======== Record excerpts

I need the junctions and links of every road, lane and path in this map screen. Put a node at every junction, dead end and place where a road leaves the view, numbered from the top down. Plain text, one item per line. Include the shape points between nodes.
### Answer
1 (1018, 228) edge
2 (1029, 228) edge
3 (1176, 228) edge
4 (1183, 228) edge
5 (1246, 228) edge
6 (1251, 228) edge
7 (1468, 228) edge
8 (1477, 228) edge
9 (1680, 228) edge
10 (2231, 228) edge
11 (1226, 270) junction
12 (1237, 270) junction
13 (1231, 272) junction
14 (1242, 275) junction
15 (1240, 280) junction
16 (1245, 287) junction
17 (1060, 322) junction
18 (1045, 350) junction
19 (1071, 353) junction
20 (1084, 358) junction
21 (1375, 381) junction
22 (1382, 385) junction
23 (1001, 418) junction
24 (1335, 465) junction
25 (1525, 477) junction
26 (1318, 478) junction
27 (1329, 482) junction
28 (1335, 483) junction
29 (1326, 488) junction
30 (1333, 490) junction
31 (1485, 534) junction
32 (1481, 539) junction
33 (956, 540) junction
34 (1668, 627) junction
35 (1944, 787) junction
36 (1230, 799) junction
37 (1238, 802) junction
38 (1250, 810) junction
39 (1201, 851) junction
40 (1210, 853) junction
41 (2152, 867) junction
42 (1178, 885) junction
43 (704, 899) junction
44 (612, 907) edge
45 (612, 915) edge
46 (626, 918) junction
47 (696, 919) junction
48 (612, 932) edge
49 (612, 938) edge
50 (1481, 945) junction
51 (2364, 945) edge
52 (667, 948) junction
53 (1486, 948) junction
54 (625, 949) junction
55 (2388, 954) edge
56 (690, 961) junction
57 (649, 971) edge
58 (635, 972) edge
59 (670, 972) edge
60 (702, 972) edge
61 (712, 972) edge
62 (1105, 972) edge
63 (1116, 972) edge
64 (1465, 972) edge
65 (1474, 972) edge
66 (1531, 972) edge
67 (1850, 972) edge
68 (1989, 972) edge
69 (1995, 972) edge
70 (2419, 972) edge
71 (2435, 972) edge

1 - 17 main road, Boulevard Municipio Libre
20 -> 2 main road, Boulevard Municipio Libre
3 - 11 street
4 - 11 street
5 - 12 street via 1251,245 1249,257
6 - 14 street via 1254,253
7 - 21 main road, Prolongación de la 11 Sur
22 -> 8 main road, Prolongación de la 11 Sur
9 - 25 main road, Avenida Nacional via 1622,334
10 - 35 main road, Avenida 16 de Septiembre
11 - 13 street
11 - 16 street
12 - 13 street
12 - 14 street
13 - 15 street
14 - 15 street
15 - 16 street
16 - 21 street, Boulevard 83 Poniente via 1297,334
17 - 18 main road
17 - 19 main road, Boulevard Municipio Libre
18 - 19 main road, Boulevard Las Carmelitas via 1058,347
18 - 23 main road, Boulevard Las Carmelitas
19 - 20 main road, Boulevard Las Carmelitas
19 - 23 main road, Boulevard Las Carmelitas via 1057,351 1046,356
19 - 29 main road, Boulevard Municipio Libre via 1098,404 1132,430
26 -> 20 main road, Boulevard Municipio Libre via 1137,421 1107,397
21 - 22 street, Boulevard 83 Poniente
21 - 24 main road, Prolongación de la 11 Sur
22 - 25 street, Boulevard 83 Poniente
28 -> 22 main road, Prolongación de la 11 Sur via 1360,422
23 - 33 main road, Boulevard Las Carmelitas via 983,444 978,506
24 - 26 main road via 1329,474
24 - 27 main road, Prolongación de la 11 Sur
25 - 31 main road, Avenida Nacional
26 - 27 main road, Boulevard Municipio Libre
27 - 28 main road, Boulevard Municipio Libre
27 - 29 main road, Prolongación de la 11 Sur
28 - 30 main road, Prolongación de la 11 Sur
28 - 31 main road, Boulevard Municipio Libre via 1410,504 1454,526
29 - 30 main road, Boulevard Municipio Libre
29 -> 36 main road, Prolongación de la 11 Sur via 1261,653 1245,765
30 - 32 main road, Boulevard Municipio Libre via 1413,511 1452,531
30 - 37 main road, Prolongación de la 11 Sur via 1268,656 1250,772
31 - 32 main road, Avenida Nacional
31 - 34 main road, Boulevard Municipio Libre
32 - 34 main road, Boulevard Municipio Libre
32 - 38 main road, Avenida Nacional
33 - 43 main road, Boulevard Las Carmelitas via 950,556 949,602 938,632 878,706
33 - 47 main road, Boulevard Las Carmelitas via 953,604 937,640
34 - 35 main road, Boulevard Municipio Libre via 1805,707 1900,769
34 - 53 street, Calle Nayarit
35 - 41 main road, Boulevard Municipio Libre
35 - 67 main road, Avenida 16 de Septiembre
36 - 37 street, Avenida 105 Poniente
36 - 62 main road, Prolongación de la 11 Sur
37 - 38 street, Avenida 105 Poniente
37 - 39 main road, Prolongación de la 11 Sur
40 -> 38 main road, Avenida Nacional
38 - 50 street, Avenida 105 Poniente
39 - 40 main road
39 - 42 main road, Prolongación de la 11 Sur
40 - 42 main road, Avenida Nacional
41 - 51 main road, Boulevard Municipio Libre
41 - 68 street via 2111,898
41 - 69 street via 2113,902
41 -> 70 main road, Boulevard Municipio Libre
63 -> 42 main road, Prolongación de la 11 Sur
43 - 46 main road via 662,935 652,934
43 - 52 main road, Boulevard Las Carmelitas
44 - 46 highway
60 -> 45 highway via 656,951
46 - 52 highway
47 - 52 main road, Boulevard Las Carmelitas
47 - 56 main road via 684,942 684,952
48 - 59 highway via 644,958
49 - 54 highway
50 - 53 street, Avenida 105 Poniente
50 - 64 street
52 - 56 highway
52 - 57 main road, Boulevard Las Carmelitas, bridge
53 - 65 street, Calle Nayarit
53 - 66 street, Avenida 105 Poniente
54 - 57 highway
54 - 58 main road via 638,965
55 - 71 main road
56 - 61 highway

================

What this task involves —
Over all the entries, say how many lines hold the string "Carmelitas". The reply is the number alone.

Response —
10